Crete, next to Cyprus, is the largest island inhabited by Greeks. It is a natural dependency of Greece, but treaties made without consulting the wishes of the people have handed it over to the Turks. It is Greek in spite of this, not only because the majority of its inhabitants consider it to be so, but also because of its soil, its climate, and its geographical position. On all sides it is surrounded by deep seas, except towards the north-west, where a submarine plateau joins it to Cythera and the Peloponnesus.
There are few countries in the world more favoured by nature. Its climate is mild, though sometimes too dry in summer; its soil fertile in spite of the waters being swallowed up by the limestone rocks; its harbours spacious and well sheltered; and its scenery exhibits both grandeur and quiet beauty. The position of Crete, at the mouth of the Archipelago, between Europe, Asia, and Africa, seems to have destined that island to become the great commercial emporium of that part of the world. Aristotle already observed this, and, if tradition can be trusted, Crete actually held that position for more than three thousand years. During that time it “ruled the waves;” the Cyclades acknowledged the sway of Minos, its king; Cretan colonists established themselves in Sicily; and Cretan vessels found their way to every part of the Mediterranean. But the island unfortunately became divided into innumerable small republics jealous of each other, and was therefore unable to maintain this commercial supremacy in the face of Dorian and other Greeks. At a subsequent period the Romans subjected the island, and it never recovered its independence. Byzantines, Arabs, Venetians, and Turks have held it in turn, and by each of them it has been laid waste and impoverished.

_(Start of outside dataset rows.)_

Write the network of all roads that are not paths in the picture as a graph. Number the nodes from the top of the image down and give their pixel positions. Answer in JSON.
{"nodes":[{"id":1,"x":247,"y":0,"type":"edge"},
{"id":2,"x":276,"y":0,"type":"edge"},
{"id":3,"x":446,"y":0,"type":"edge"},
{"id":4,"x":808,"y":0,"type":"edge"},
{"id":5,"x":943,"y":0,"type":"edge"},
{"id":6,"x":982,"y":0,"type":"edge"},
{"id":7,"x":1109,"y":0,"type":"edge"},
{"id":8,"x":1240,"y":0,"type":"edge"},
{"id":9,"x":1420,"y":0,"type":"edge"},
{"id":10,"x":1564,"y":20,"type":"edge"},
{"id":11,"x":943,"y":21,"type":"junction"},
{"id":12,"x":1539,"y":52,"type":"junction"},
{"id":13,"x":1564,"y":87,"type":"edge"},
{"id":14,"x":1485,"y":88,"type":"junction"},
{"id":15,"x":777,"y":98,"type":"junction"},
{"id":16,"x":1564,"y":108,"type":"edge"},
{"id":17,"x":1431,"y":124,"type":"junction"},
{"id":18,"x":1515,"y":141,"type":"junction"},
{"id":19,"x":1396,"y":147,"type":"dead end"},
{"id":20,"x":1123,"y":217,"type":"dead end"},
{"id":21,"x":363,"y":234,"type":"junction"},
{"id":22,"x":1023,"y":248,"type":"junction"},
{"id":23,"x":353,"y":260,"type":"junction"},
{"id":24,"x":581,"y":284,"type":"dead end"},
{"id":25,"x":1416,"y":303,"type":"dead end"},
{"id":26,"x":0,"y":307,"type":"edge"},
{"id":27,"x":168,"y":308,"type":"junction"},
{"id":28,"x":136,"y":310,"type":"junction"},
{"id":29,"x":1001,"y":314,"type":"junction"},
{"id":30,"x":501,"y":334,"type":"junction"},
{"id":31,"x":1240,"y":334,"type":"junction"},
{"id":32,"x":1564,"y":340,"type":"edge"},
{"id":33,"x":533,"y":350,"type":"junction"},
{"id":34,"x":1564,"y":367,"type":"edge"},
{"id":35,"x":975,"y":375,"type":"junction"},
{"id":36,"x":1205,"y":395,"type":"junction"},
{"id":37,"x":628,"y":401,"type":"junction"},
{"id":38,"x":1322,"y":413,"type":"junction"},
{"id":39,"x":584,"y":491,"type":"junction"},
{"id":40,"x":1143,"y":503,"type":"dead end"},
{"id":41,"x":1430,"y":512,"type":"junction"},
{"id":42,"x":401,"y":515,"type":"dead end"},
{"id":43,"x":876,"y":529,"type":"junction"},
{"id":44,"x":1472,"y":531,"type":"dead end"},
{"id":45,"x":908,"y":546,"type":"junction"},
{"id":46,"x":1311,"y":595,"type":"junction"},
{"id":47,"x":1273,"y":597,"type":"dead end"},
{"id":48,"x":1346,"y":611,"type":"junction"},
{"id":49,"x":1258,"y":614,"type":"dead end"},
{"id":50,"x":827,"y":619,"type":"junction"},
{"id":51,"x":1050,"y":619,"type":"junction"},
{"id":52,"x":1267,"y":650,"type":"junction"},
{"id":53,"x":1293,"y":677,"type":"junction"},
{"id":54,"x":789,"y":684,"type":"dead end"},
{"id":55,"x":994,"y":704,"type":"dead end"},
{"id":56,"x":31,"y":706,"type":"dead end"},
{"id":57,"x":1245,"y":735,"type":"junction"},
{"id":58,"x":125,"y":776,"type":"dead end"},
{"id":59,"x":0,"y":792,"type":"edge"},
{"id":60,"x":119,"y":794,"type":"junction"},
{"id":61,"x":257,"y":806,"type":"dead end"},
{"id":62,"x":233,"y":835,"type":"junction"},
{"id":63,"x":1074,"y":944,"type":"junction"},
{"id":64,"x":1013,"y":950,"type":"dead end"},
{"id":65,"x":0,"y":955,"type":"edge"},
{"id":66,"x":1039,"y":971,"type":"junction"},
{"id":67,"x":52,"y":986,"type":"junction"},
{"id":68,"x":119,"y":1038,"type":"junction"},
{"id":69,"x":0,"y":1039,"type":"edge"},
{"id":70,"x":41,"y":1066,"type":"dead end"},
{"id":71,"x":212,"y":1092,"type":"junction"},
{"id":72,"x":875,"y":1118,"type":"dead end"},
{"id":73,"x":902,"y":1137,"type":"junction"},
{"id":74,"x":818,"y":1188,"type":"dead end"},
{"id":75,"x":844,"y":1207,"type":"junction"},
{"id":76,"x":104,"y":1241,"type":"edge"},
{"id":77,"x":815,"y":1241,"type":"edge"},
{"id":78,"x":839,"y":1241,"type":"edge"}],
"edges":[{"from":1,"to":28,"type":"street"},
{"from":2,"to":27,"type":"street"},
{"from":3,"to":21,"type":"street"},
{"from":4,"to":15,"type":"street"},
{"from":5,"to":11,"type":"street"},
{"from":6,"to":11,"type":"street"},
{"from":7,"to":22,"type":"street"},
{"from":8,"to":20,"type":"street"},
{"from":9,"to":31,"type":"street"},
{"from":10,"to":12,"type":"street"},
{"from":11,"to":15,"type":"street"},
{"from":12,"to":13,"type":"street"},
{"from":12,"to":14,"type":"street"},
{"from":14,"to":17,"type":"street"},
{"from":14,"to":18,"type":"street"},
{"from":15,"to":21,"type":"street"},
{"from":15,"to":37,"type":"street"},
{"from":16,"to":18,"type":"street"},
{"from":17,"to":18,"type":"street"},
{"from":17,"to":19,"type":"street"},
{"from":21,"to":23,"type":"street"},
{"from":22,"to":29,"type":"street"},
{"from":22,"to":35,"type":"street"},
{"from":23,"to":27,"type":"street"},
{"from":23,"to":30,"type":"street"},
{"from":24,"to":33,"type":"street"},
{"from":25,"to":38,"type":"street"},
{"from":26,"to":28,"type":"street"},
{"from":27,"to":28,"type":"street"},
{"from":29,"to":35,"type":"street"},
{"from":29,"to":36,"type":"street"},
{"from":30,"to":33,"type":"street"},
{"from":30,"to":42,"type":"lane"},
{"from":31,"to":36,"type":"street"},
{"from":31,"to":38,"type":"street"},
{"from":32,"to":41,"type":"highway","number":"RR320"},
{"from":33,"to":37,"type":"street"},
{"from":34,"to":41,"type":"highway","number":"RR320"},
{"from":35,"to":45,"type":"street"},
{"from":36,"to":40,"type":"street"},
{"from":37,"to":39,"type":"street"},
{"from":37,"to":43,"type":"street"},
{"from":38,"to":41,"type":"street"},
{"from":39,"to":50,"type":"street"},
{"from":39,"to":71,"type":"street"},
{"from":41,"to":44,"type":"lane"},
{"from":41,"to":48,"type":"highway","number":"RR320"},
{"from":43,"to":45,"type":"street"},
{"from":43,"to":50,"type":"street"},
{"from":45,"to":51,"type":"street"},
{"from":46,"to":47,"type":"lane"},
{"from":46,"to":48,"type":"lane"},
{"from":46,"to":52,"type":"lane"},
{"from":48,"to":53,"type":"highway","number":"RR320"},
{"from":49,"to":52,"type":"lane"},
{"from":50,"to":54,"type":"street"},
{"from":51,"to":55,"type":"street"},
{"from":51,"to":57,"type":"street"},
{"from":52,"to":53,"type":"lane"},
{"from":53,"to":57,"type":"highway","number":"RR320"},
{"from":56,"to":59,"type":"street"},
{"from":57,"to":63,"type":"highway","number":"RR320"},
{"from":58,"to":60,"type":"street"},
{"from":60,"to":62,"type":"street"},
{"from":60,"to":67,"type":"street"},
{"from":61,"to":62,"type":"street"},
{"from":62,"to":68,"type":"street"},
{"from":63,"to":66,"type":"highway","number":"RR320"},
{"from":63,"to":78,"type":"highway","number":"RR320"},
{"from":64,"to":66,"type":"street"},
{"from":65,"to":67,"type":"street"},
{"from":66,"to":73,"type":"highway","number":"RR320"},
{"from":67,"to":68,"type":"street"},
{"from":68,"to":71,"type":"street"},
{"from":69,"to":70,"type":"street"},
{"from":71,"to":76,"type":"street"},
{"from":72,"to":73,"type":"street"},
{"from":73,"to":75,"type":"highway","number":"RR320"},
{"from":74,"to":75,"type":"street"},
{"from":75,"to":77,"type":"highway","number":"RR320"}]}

The elongated shape of the island, and the range of mountains which runs through it from one extremity to the other, enable us to understand how it was that at a time when most Greeks looked upon the walls of their cities as synonymous with the limits of their fatherland, Crete became divided into a multitude of small republics, and how every attempt at federation (“syncretism”) miserably failed. The inhabitants, in fact, were more effectually separated from each other than if they had inhabited a number of small islands forming an archipelago. Most of the coast valleys are enclosed by high mountains, the only easy access to them being from the sea, and communications between the towns occupying their centres are possible only by crossing difficult mountain paths easily defended. In all Crete there exists but one plain deserving the name, viz. that of Messara, to the south of the central mass of mountains. It is the granary of the island, and the Ieropotamo, or “holy river,” which traverses it, has a little water even in the middle of summer. {91}
The contour of Crete corresponds in a remarkable manner with the height of its mountains. Where these are high, the island is broad; where they sink down, it is narrow. In the centre of the island rises Mount Ida (Psiloriti), where Jupiter was educated by the Corybantes, and where his tomb was shown. Its lofty summit, covered with snow almost throughout the year, its gigantic buttresses, and the verdant valleys at its base render it one of the most imposing mountains in the world; but it was still more magnificent in the time of the ancient Greeks, when forests covered its slopes, and justified its being called Mount Ida, or “the wooded.” On the summit of this mountain the whole island lies spread out beneath our feet; the horizon towards the north, from Mount Taygetus to the shores of Asia, is dotted with islands and peninsulas; and in the south a wide expanse of water extends beyond the barren and inhospitable island of Gaudo.